> Problem requirements: Write out the records that follow exactly. Do not include pictures.

> Input data:
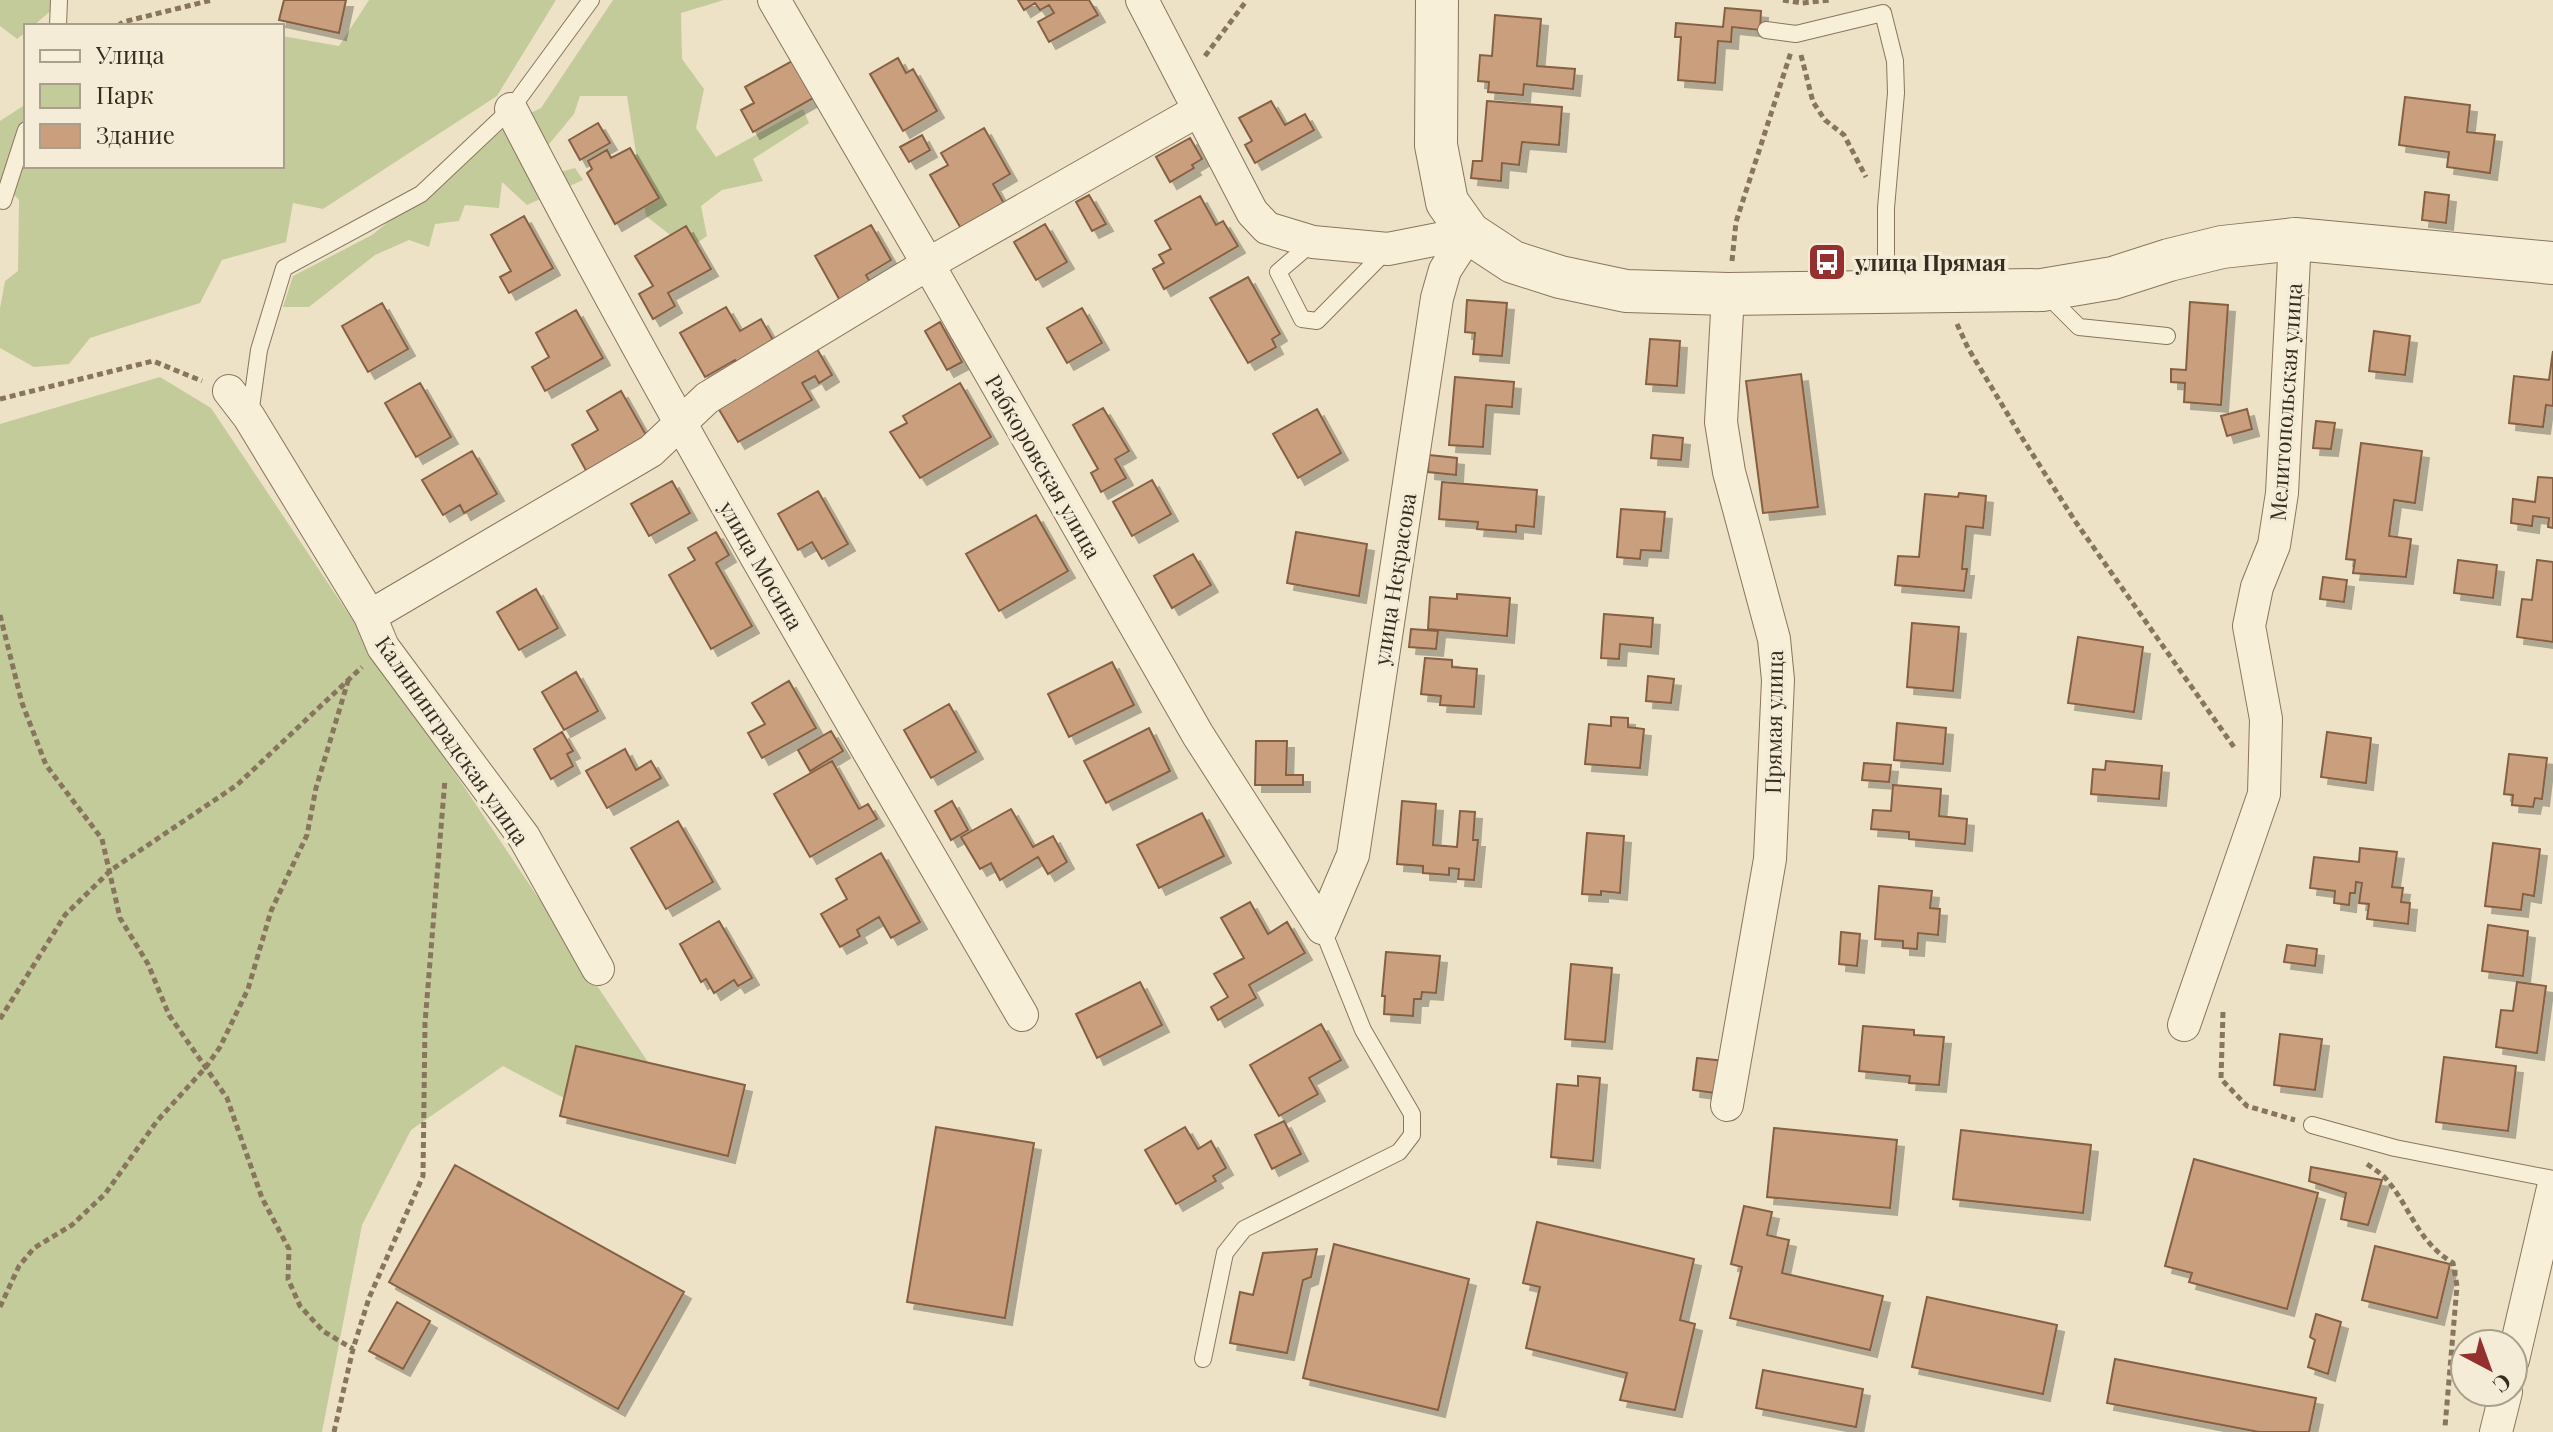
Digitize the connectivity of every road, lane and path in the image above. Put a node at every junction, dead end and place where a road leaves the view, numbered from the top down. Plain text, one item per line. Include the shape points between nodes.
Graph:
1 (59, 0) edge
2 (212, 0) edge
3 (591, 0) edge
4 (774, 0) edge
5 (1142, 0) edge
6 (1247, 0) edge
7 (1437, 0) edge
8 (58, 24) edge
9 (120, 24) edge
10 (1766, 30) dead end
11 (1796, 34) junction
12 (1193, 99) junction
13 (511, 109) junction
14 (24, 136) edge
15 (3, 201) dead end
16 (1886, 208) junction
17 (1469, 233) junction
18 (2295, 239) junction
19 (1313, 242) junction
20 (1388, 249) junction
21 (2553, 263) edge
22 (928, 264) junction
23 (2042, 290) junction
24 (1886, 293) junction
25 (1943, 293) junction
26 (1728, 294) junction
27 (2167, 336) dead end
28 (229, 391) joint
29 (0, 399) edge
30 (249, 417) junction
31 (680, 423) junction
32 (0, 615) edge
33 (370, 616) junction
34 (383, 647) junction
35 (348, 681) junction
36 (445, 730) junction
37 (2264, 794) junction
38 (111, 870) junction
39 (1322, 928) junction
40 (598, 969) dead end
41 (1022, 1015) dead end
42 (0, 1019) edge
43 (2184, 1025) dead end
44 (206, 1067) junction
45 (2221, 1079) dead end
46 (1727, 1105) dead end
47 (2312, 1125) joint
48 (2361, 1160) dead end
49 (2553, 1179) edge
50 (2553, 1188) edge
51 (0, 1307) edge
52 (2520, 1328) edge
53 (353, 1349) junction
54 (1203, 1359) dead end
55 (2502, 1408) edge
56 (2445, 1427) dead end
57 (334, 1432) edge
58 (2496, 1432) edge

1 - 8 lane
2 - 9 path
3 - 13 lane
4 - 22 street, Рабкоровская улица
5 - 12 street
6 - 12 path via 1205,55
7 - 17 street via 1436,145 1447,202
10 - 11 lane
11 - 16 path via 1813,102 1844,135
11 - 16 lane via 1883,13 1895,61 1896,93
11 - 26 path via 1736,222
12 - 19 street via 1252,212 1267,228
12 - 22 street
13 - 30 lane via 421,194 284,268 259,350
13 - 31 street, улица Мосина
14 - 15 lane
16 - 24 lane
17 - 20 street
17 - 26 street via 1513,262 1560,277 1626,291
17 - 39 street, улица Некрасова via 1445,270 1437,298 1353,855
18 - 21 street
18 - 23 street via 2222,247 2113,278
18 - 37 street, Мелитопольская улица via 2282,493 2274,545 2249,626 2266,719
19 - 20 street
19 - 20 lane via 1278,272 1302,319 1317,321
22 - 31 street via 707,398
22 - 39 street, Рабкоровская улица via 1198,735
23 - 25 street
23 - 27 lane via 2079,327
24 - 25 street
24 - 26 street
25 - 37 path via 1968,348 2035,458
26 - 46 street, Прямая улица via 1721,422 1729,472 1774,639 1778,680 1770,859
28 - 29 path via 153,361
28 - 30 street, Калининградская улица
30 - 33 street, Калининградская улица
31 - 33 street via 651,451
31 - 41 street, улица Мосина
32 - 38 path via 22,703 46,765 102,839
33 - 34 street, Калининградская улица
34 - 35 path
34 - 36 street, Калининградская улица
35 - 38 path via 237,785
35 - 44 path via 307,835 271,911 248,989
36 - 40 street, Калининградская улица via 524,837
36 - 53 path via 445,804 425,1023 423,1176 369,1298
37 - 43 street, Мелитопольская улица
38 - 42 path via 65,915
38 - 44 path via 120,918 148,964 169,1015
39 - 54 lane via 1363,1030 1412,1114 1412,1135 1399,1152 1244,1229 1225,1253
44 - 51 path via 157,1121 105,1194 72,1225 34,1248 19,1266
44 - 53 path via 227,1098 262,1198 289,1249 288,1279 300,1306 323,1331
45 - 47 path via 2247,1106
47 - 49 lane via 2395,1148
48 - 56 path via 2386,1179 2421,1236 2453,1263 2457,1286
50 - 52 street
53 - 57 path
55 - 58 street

> Output for this exercise:
Digitize the connectivity of every road, lane and path in the image above. Put a node at every junction, dead end and place where a road leaves the view, numbered from the top down. Plain text, one item per line. Include the shape points between nodes.
Graph:
1 (59, 0) edge
2 (212, 0) edge
3 (591, 0) edge
4 (774, 0) edge
5 (1142, 0) edge
6 (1247, 0) edge
7 (1437, 0) edge
8 (58, 24) edge
9 (120, 24) edge
10 (1766, 30) dead end
11 (1796, 34) junction
12 (1193, 99) junction
13 (511, 109) junction
14 (24, 136) edge
15 (3, 201) dead end
16 (1886, 208) junction
17 (1469, 233) junction
18 (2295, 239) junction
19 (1313, 242) junction
20 (1388, 249) junction
21 (2553, 263) edge
22 (928, 264) junction
23 (2042, 290) junction
24 (1886, 293) junction
25 (1943, 293) junction
26 (1728, 294) junction
27 (2167, 336) dead end
28 (229, 391) joint
29 (0, 399) edge
30 (249, 417) junction
31 (680, 423) junction
32 (0, 615) edge
33 (370, 616) junction
34 (383, 647) junction
35 (348, 681) junction
36 (445, 730) junction
37 (2264, 794) junction
38 (111, 870) junction
39 (1322, 928) junction
40 (598, 969) dead end
41 (1022, 1015) dead end
42 (0, 1019) edge
43 (2184, 1025) dead end
44 (206, 1067) junction
45 (2221, 1079) dead end
46 (1727, 1105) dead end
47 (2312, 1125) joint
48 (2361, 1160) dead end
49 (2553, 1179) edge
50 (2553, 1188) edge
51 (0, 1307) edge
52 (2520, 1328) edge
53 (353, 1349) junction
54 (1203, 1359) dead end
55 (2502, 1408) edge
56 (2445, 1427) dead end
57 (334, 1432) edge
58 (2496, 1432) edge

1 - 8 lane
2 - 9 path
3 - 13 lane
4 - 22 street, Рабкоровская улица
5 - 12 street
6 - 12 path via 1205,55
7 - 17 street via 1436,145 1447,202
10 - 11 lane
11 - 16 path via 1813,102 1844,135
11 - 16 lane via 1883,13 1895,61 1896,93
11 - 26 path via 1736,222
12 - 19 street via 1252,212 1267,228
12 - 22 street
13 - 30 lane via 421,194 284,268 259,350
13 - 31 street, улица Мосина
14 - 15 lane
16 - 24 lane
17 - 20 street
17 - 26 street via 1513,262 1560,277 1626,291
17 - 39 street, улица Некрасова via 1445,270 1437,298 1353,855
18 - 21 street
18 - 23 street via 2222,247 2113,278
18 - 37 street, Мелитопольская улица via 2282,493 2274,545 2249,626 2266,719
19 - 20 street
19 - 20 lane via 1278,272 1302,319 1317,321
22 - 31 street via 707,398
22 - 39 street, Рабкоровская улица via 1198,735
23 - 25 street
23 - 27 lane via 2079,327
24 - 25 street
24 - 26 street
25 - 37 path via 1968,348 2035,458
26 - 46 street, Прямая улица via 1721,422 1729,472 1774,639 1778,680 1770,859
28 - 29 path via 153,361
28 - 30 street, Калининградская улица
30 - 33 street, Калининградская улица
31 - 33 street via 651,451
31 - 41 street, улица Мосина
32 - 38 path via 22,703 46,765 102,839
33 - 34 street, Калининградская улица
34 - 35 path
34 - 36 street, Калининградская улица
35 - 38 path via 237,785
35 - 44 path via 307,835 271,911 248,989
36 - 40 street, Калининградская улица via 524,837
36 - 53 path via 445,804 425,1023 423,1176 369,1298
37 - 43 street, Мелитопольская улица
38 - 42 path via 65,915
38 - 44 path via 120,918 148,964 169,1015
39 - 54 lane via 1363,1030 1412,1114 1412,1135 1399,1152 1244,1229 1225,1253
44 - 51 path via 157,1121 105,1194 72,1225 34,1248 19,1266
44 - 53 path via 227,1098 262,1198 289,1249 288,1279 300,1306 323,1331
45 - 47 path via 2247,1106
47 - 49 lane via 2395,1148
48 - 56 path via 2386,1179 2421,1236 2453,1263 2457,1286
50 - 52 street
53 - 57 path
55 - 58 street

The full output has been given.